There was a stand nearby, much like those used in some cities he’d seen to sell newspapers. Posters plastered the sides of it. One bore large letters:
NEW YORK HERALD
“New York!” Pip murmured.
They all glanced at one another; that fallen city was a name of terror, at the heart of one of the greatest and worst of the Death Zones created when the world-machine stopped.
“Is this New York before the Change?” she said. “It’s not much like anything I’ve seen or read about it. Not in the details, at least—no hundreds of giant glass-walled buildings for starters.”
Toa was looking upward. “Take a dekko,” he said, his bass voice rumbling softly.
Not far from them—though perhaps farther than it appeared—was a towering structure like an elongated pyramid, stepped in at intervals and glowing with innumerable windows, and topped with a yellow-lit spiky three-armed sigil. Beams of light like gigantic spears picked out something at its peak just below the Yellow Sign, like a huge finned whale-shape floating in the air. As they watched, it cast off and turned away with a purposeful motion unlike any balloon, a buzzing coming from it that still cut through the throb of street-noise.
“Anything about those in that fancy school, Cap’n?” he asked.
“That they weren’t around in 1998,” Pip said, but gave it only a glance.
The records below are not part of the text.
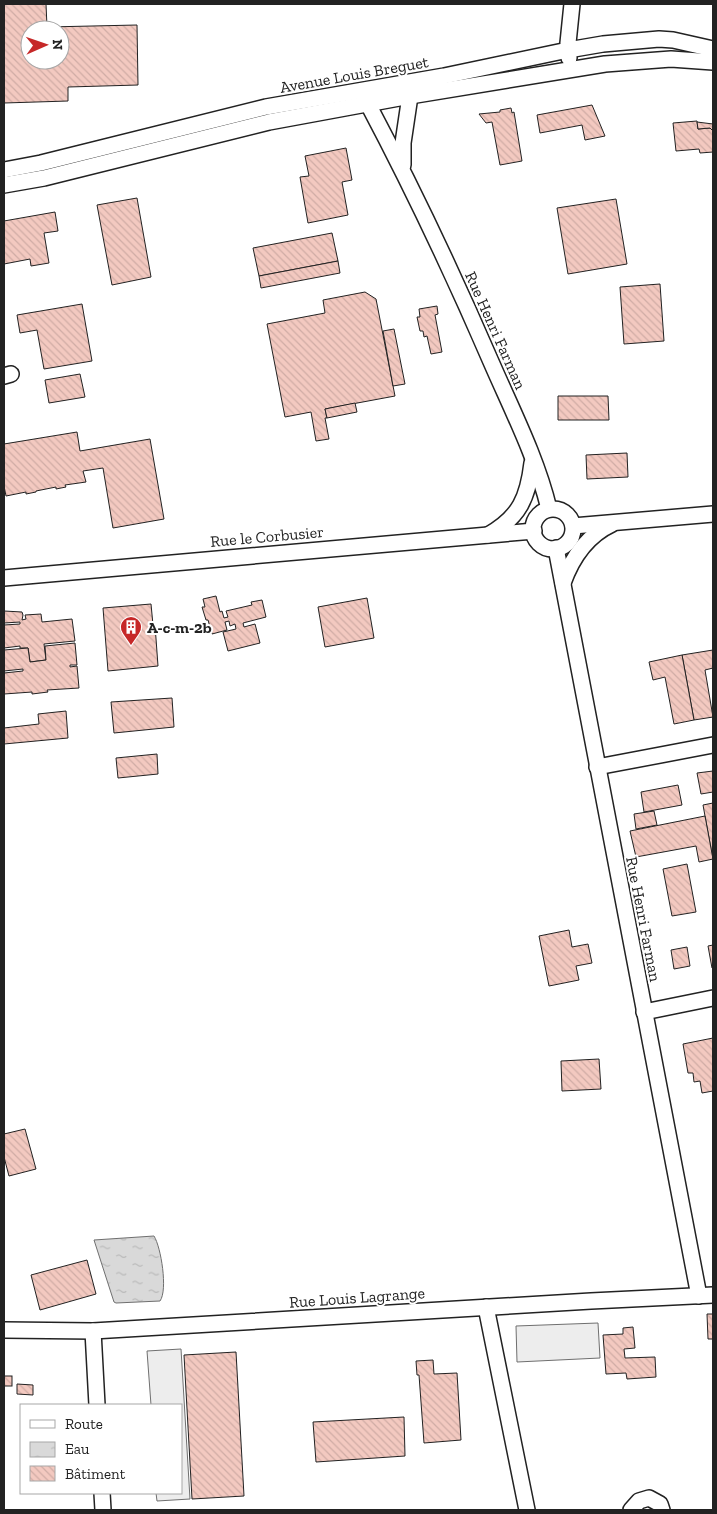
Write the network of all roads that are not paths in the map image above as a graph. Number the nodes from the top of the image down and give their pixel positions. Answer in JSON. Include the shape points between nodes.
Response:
{"nodes":[{"id":1,"x":572,"y":4,"type":"edge"},
{"id":2,"x":713,"y":49,"type":"edge"},
{"id":3,"x":568,"y":50,"type":"junction"},
{"id":4,"x":713,"y":62,"type":"edge"},
{"id":5,"x":571,"y":69,"type":"junction"},
{"id":6,"x":408,"y":89,"type":"junction"},
{"id":7,"x":366,"y":97,"type":"junction"},
{"id":8,"x":403,"y":169,"type":"junction"},
{"id":9,"x":4,"y":170,"type":"edge"},
{"id":10,"x":4,"y":186,"type":"edge"},
{"id":11,"x":532,"y":458,"type":"junction"},
{"id":12,"x":549,"y":509,"type":"junction"},
{"id":13,"x":713,"y":514,"type":"edge"},
{"id":14,"x":615,"y":523,"type":"junction"},
{"id":15,"x":573,"y":526,"type":"junction"},
{"id":16,"x":534,"y":531,"type":"junction"},
{"id":17,"x":486,"y":536,"type":"junction"},
{"id":18,"x":556,"y":548,"type":"junction"},
{"id":19,"x":4,"y":578,"type":"edge"},
{"id":20,"x":562,"y":583,"type":"junction"},
{"id":21,"x":713,"y":745,"type":"edge"},
{"id":22,"x":597,"y":767,"type":"junction"},
{"id":23,"x":713,"y":998,"type":"edge"},
{"id":24,"x":644,"y":1012,"type":"junction"},
{"id":25,"x":706,"y":1295,"type":"edge"},
{"id":26,"x":486,"y":1307,"type":"junction"},
{"id":27,"x":4,"y":1330,"type":"edge"},
{"id":28,"x":93,"y":1331,"type":"junction"},
{"id":29,"x":97,"y":1404,"type":"edge"},
{"id":30,"x":102,"y":1494,"type":"edge"},
{"id":31,"x":102,"y":1510,"type":"edge"},
{"id":32,"x":527,"y":1510,"type":"edge"},
{"id":33,"x":631,"y":1510,"type":"edge"},
{"id":34,"x":662,"y":1510,"type":"edge"}],
"edges":[{"from":1,"to":3,"type":"street"},
{"from":2,"to":3,"type":"street","name":"Avenue Louis Breguet","via":[[659,39]]},
{"from":3,"to":5,"type":"street"},
{"from":3,"to":6,"type":"street","name":"Avenue Louis Breguet"},
{"from":4,"to":5,"type":"street","name":"Avenue Louis Breguet","via":[[671,59]]},
{"from":5,"to":6,"type":"street","name":"Avenue Louis Breguet"},
{"from":6,"to":7,"type":"street","name":"Avenue Louis Breguet"},
{"from":6,"to":8,"type":"street","name":"Rue Henri Farman"},
{"from":7,"to":8,"type":"street","name":"Rue Henri Farman"},
{"from":7,"to":9,"type":"street","name":"Avenue Louis Breguet","via":[[266,107]]},
{"from":7,"to":10,"type":"street","name":"Avenue Louis Breguet"},
{"from":8,"to":11,"type":"street","name":"Rue Henri Farman"},
{"from":11,"to":12,"type":"street","name":"Rue Henri Farman"},
{"from":11,"to":17,"type":"street","via":[[530,483],[522,504]]},
{"from":12,"to":15,"type":"street","via":[[566,513]]},
{"from":12,"to":16,"type":"street","via":[[534,522]]},
{"from":13,"to":14,"type":"street"},
{"from":14,"to":15,"type":"street"},
{"from":14,"to":20,"type":"street","via":[[584,543]]},
{"from":15,"to":18,"type":"street","via":[[572,537]]},
{"from":16,"to":17,"type":"street","name":"Rue le Corbusier"},
{"from":16,"to":18,"type":"street","via":[[543,546]]},
{"from":17,"to":19,"type":"street","name":"Rue le Corbusier"},
{"from":18,"to":20,"type":"street","name":"Rue Henri Farman"},
{"from":20,"to":22,"type":"street","name":"Rue Henri Farman"},
{"from":21,"to":22,"type":"street"},
{"from":22,"to":24,"type":"street","name":"Rue Henri Farman"},
{"from":23,"to":24,"type":"street"},
{"from":24,"to":25,"type":"street","name":"Rue Henri Farman"},
{"from":25,"to":26,"type":"street","name":"Rue Louis Lagrange"},
{"from":26,"to":28,"type":"street","name":"Rue Louis Lagrange"},
{"from":26,"to":32,"type":"street"},
{"from":27,"to":28,"type":"street","name":"Rue Louis Lagrange"},
{"from":28,"to":29,"type":"street"},
{"from":30,"to":31,"type":"street"},
{"from":33,"to":34,"type":"street","via":[[639,1501],[649,1498],[660,1504]]}]}
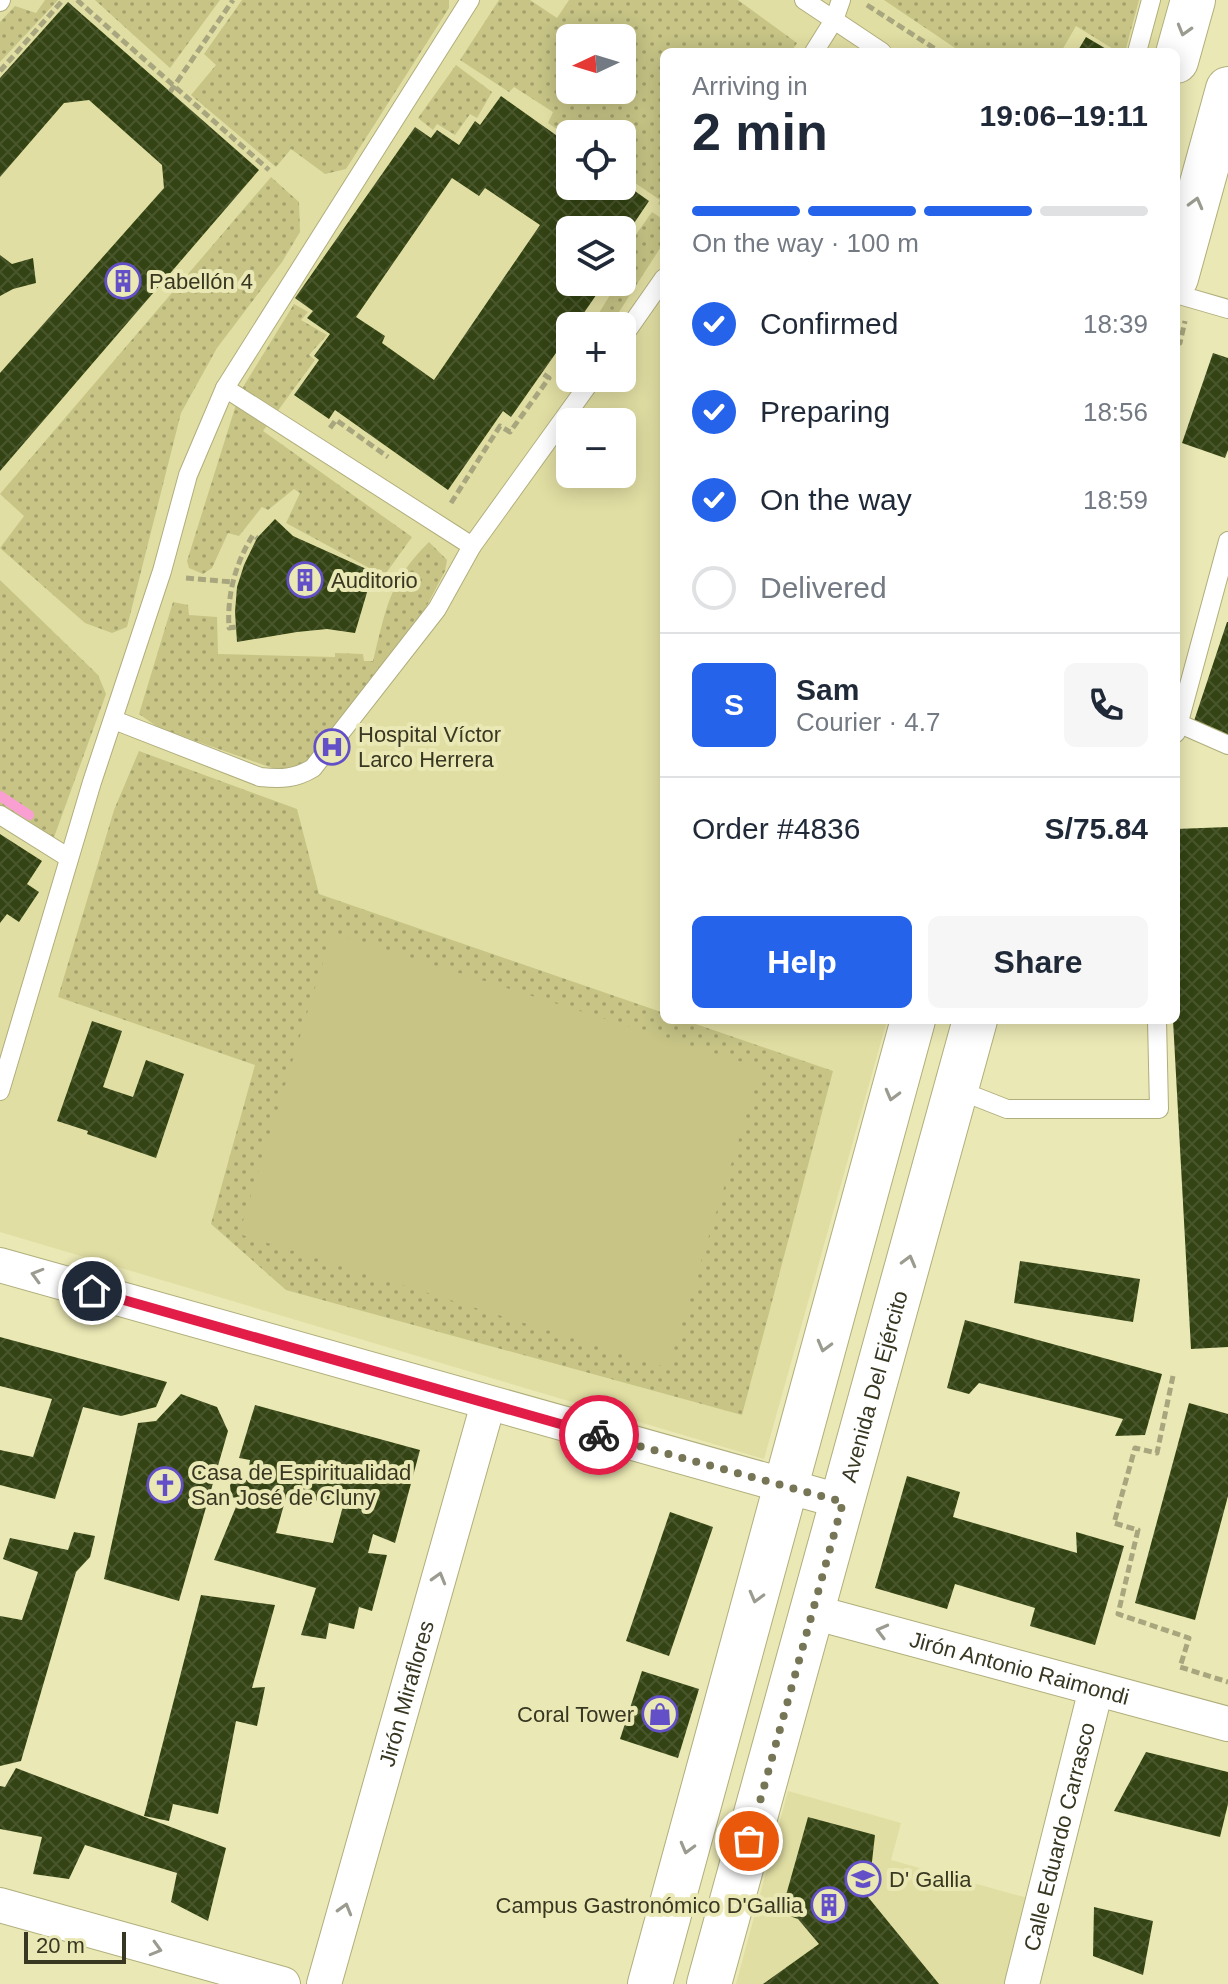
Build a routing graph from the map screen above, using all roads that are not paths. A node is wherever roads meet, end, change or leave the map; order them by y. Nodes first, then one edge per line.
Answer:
1 (470, 0) edge
2 (804, 0) edge
3 (841, 0) edge
4 (1151, 0) edge
5 (1193, 0) edge
6 (834, 20) junction
7 (816, 48) edge
8 (876, 48) edge
9 (1138, 48) edge
10 (1180, 48) edge
11 (1228, 89) edge
12 (1180, 254) edge
13 (660, 284) edge
14 (1180, 295) edge
15 (1228, 309) edge
16 (636, 318) edge
17 (225, 388) junction
18 (583, 392) edge
19 (1228, 541) edge
20 (472, 546) junction
21 (114, 720) junction
22 (1180, 721) edge
23 (1180, 729) edge
24 (1228, 745) edge
25 (0, 815) edge
26 (69, 858) junction
27 (912, 1024) edge
28 (974, 1024) edge
29 (1157, 1024) edge
30 (956, 1089) junction
31 (0, 1091) edge
32 (0, 1265) edge
33 (488, 1404) junction
34 (785, 1488) junction
35 (843, 1502) junction
36 (813, 1612) junction
37 (1096, 1689) junction
38 (1228, 1724) edge
39 (0, 1905) edge
40 (283, 1984) edge
41 (324, 1984) edge
42 (650, 1984) edge
43 (709, 1984) edge
44 (1022, 1984) edge

1 - 17 lane
2 - 6 lane
3 - 6 lane
4 - 9 lane
5 -> 10 main road
6 - 7 lane
6 - 8 lane
12 -> 11 main road
13 - 16 lane
14 - 15 lane
17 - 20 lane
17 - 21 lane
18 - 20 lane
19 - 22 lane
20 - 21 lane
21 - 26 lane
23 - 24 lane
25 - 26 lane
26 - 31 lane
27 -> 34 main road
28 - 30 main road, Avenida Del Ejército
29 - 30 lane
35 -> 30 main road, Avenida Del Ejército
33 -> 32 street
33 - 34 street
41 -> 33 street, Jirón Miraflores
34 - 35 street
34 -> 42 main road
35 - 36 main road, Avenida Del Ejército
37 -> 36 street, Jirón Antonio Raimondi
36 - 43 main road, Avenida Del Ejército
37 - 38 street, Jirón Antonio Raimondi
37 - 44 street, Calle Eduardo Carrasco
39 -> 40 street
She fished in the bag at her side and tossed a coin to the attendant in the booth, who sat in a wheeled chair behind the counter. He grabbed it and yammered; Deor saw the stub of a tongue in his mouth, and a line ran from a collar at his neck to a staple in an iron post at the back.
The captain of the Silver Surfer scanned the paper in her hands; it had more pages than any Deor was familiar with, even in Portland or Winchester or Sambalpur, a fantastic extravagance given what paper cost in most places.
“March 17th, 1998,” she said.
“The day of the Change!” Deor exclaimed.